▸ THE PROBLEM:
The lines to copy from the data below are those that hold the string "一場中小田井線".

▸ STUDY MATERIAL:
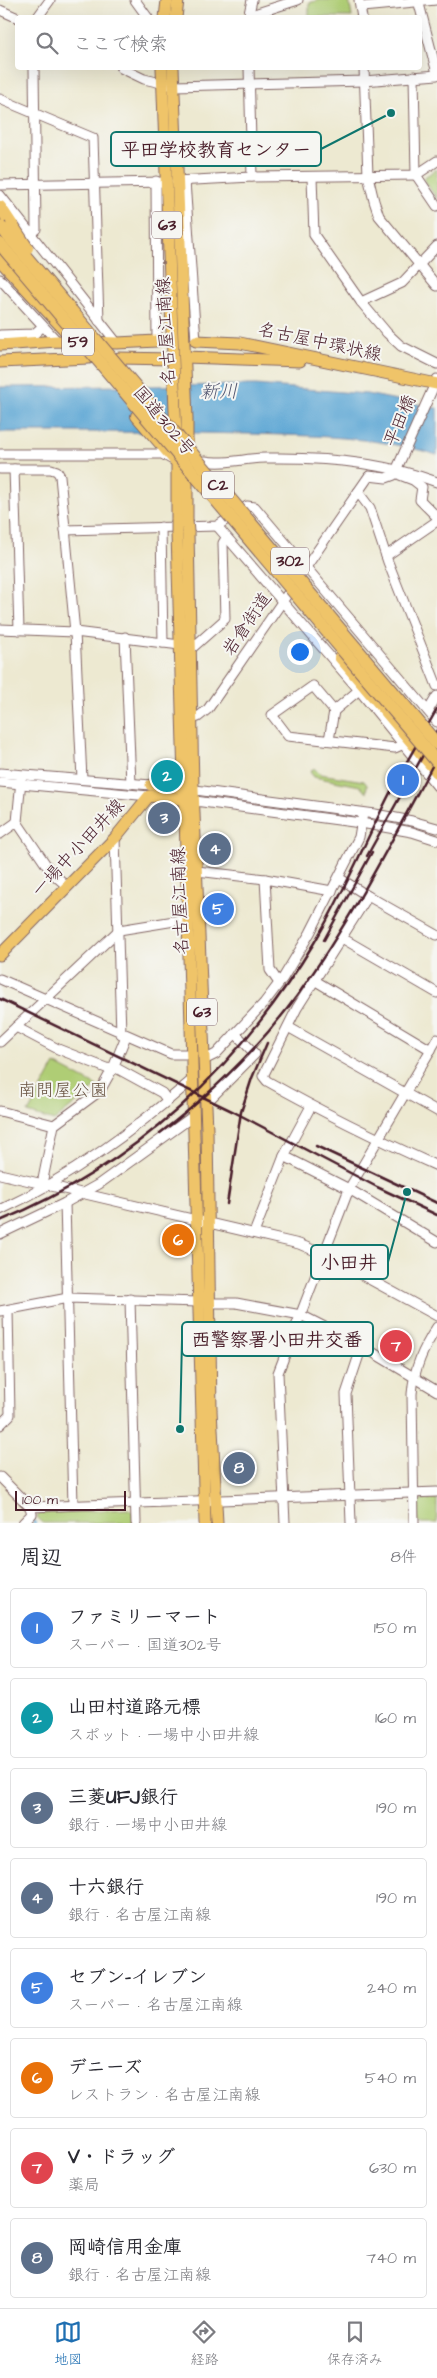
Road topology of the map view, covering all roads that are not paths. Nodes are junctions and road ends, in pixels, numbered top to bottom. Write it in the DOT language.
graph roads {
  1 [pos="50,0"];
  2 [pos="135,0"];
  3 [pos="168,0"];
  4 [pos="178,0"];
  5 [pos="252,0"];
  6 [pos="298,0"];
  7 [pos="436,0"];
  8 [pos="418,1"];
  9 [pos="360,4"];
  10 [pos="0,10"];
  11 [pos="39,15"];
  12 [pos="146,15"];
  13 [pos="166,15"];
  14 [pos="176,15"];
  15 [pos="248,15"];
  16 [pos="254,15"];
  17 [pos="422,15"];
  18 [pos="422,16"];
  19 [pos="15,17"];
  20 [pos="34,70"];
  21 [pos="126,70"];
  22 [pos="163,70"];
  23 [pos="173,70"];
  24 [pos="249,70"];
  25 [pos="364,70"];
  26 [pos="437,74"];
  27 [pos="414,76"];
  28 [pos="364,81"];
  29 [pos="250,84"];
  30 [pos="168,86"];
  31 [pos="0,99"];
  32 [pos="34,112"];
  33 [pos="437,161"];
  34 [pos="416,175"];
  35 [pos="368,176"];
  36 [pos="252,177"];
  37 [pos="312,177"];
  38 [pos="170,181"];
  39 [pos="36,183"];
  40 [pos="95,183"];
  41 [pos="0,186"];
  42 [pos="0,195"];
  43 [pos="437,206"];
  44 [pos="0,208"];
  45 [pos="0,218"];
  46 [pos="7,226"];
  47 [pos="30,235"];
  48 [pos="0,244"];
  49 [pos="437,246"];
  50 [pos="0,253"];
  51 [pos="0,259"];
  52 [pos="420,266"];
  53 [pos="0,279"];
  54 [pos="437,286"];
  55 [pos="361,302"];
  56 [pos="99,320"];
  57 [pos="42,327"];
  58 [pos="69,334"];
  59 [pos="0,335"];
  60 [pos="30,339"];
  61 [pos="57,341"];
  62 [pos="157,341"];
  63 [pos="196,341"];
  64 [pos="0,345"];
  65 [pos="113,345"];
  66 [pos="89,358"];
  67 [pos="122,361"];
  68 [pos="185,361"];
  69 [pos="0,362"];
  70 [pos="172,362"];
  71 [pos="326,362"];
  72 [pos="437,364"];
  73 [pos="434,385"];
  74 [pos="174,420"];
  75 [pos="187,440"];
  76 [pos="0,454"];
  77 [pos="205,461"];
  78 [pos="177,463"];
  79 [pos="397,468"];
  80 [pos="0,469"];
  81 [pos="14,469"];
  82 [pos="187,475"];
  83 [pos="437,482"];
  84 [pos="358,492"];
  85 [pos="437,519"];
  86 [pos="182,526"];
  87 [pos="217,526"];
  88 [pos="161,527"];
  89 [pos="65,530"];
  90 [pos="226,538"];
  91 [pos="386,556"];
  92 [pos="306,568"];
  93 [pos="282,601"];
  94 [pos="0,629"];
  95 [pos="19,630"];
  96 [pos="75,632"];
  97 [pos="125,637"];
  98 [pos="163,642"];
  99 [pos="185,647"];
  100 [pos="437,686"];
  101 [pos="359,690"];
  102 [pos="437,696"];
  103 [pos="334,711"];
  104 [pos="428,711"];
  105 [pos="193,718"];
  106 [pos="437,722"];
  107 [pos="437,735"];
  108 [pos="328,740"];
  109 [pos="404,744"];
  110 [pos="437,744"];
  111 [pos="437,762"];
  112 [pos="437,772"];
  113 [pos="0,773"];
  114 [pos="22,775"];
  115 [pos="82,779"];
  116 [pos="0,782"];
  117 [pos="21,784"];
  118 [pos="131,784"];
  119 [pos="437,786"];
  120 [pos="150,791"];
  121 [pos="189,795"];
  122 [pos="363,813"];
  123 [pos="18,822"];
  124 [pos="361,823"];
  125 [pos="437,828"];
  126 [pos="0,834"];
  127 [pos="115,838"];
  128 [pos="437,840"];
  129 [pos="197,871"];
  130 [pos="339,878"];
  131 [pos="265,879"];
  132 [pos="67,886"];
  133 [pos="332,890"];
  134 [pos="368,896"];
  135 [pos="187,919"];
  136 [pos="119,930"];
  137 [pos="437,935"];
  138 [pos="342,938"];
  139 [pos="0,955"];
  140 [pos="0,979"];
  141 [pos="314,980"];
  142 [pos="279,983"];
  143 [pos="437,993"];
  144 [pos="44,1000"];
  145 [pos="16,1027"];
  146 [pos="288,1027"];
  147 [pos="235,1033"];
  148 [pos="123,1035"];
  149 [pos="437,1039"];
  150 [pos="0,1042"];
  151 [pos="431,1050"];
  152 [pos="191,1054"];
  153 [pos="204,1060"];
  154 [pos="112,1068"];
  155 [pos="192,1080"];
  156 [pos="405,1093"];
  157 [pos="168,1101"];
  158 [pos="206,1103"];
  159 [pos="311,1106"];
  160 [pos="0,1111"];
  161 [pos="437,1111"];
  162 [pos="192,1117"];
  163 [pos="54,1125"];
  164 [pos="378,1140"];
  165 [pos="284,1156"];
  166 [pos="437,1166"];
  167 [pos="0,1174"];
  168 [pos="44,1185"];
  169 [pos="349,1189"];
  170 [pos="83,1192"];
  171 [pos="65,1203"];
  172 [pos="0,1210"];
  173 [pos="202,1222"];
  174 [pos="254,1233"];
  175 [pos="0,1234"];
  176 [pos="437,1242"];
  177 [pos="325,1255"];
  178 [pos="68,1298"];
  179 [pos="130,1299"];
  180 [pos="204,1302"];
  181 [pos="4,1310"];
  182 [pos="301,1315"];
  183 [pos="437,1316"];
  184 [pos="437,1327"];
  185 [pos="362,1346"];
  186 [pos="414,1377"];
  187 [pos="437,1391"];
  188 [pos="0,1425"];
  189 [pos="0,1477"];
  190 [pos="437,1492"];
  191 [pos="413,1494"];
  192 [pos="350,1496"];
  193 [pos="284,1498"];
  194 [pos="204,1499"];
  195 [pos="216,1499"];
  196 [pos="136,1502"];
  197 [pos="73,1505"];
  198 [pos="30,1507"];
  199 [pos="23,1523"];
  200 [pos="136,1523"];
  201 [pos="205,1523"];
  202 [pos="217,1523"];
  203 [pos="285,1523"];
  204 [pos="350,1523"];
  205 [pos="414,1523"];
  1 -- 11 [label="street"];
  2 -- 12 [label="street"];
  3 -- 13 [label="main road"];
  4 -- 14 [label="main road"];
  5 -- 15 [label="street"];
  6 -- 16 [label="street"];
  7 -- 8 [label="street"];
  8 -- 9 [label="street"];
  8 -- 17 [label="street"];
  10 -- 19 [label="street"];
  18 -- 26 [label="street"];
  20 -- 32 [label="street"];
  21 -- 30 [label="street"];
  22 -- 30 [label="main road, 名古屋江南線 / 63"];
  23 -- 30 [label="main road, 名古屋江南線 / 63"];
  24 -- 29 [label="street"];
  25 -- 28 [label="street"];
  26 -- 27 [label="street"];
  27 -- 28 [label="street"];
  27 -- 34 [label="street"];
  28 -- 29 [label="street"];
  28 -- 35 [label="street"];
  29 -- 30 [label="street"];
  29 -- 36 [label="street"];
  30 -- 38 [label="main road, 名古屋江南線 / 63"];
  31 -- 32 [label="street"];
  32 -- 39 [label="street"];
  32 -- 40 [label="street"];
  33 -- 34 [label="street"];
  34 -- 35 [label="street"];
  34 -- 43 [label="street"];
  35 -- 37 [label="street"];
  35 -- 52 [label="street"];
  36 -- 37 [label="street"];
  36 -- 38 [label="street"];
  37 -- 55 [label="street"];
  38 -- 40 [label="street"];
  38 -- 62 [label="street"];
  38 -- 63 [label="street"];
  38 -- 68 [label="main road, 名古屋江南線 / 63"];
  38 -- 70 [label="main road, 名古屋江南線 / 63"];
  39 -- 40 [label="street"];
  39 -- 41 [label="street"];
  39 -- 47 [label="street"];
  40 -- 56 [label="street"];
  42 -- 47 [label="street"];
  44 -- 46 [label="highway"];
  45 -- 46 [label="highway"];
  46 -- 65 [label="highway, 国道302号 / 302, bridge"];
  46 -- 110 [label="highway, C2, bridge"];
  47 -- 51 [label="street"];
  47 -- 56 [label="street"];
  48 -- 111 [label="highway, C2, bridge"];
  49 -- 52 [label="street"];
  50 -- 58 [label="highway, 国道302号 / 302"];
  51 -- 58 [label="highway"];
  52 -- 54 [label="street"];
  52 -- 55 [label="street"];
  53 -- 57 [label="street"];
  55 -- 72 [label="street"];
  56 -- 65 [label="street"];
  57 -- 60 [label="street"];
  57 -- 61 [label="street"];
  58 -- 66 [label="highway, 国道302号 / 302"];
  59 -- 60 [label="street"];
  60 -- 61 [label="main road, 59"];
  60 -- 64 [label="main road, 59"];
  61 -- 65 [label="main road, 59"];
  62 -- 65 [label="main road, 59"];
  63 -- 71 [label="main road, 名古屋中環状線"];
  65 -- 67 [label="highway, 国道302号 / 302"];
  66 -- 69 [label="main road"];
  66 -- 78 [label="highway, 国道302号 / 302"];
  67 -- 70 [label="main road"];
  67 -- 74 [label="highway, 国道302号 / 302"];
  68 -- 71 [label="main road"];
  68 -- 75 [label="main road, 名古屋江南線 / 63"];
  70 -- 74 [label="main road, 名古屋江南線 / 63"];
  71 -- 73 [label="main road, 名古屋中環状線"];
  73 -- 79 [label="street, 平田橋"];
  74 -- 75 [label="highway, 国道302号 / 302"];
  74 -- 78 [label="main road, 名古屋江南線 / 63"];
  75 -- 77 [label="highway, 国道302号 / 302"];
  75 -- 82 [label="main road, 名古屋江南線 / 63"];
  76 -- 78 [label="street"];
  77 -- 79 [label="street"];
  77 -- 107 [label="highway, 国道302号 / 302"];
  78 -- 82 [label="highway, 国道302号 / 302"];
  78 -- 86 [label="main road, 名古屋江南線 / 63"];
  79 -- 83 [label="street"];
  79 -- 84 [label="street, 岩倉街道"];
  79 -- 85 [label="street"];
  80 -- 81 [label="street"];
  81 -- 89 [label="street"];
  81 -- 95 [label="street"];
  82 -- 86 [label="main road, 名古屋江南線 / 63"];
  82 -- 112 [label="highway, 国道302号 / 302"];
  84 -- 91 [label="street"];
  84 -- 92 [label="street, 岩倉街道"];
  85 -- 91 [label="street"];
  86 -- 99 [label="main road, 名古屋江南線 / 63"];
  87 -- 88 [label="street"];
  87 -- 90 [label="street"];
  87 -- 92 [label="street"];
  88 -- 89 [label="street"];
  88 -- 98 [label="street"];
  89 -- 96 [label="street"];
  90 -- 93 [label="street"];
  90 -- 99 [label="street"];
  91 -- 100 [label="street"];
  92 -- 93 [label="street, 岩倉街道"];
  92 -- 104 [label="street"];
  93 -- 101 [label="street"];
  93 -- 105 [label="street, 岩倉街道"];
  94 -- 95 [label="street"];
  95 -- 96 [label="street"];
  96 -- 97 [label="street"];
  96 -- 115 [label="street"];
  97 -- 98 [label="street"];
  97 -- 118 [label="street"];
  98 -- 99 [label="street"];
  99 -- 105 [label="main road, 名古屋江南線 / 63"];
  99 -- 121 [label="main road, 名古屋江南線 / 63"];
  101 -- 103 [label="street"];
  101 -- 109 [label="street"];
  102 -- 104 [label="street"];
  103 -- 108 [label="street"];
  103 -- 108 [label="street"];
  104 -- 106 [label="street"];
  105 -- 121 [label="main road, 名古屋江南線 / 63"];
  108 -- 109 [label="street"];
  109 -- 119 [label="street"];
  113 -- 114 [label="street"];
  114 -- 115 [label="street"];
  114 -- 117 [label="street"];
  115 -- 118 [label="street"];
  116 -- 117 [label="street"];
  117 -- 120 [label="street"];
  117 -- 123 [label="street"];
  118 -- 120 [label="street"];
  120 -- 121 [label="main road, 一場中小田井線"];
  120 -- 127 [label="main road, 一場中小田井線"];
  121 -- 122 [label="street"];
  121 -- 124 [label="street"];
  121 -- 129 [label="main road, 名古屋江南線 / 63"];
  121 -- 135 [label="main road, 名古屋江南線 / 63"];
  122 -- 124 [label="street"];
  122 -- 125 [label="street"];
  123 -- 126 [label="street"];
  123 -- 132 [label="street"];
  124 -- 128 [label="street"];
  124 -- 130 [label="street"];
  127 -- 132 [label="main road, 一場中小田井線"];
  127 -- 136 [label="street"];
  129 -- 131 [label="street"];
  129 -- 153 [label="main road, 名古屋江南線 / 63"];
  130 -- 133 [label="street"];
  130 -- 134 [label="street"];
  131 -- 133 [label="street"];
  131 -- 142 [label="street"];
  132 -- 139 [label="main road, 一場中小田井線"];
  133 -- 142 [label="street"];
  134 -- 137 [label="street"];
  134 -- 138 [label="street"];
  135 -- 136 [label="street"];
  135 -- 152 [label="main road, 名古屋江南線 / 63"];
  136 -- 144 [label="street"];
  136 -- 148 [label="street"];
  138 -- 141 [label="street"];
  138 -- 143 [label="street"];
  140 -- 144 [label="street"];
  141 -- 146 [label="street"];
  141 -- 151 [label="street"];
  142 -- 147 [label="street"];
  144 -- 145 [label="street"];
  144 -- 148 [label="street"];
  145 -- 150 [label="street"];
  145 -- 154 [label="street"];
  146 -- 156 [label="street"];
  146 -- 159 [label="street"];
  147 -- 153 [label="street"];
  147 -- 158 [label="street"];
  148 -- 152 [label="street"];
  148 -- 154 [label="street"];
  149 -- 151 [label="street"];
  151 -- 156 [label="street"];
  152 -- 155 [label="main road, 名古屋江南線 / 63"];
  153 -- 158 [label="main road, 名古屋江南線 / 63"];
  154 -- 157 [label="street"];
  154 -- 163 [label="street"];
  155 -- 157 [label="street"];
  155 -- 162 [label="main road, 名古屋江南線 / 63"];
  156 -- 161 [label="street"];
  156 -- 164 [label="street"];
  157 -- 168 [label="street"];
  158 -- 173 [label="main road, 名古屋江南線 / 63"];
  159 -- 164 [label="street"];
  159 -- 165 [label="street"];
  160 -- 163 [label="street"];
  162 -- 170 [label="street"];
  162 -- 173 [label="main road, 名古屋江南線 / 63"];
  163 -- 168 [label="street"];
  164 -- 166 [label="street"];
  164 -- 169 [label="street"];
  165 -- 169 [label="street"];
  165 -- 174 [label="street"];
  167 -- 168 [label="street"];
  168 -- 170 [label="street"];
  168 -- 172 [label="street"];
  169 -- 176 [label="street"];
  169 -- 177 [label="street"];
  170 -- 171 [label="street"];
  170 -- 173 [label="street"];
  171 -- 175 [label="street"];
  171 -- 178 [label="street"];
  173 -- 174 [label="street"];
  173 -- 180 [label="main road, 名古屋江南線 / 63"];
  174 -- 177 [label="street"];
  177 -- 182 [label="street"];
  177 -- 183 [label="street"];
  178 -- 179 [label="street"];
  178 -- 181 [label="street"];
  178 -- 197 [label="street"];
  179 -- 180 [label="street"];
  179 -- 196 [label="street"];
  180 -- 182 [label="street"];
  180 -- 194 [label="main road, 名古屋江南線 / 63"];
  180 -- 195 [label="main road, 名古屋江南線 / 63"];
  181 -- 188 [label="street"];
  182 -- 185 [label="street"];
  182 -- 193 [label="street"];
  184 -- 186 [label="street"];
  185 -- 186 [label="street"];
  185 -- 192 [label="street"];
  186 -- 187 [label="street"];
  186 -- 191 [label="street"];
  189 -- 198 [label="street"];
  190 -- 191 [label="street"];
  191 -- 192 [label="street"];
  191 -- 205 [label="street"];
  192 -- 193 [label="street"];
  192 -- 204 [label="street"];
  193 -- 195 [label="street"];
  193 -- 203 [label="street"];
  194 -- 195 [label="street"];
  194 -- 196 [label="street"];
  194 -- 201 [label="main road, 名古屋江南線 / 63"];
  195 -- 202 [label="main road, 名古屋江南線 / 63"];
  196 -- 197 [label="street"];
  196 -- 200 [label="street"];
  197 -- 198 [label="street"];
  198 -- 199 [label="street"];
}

▸ WRITTEN ANSWER:
  120 -- 121 [label="main road, 一場中小田井線"];
  120 -- 127 [label="main road, 一場中小田井線"];
  127 -- 132 [label="main road, 一場中小田井線"];
  132 -- 139 [label="main road, 一場中小田井線"];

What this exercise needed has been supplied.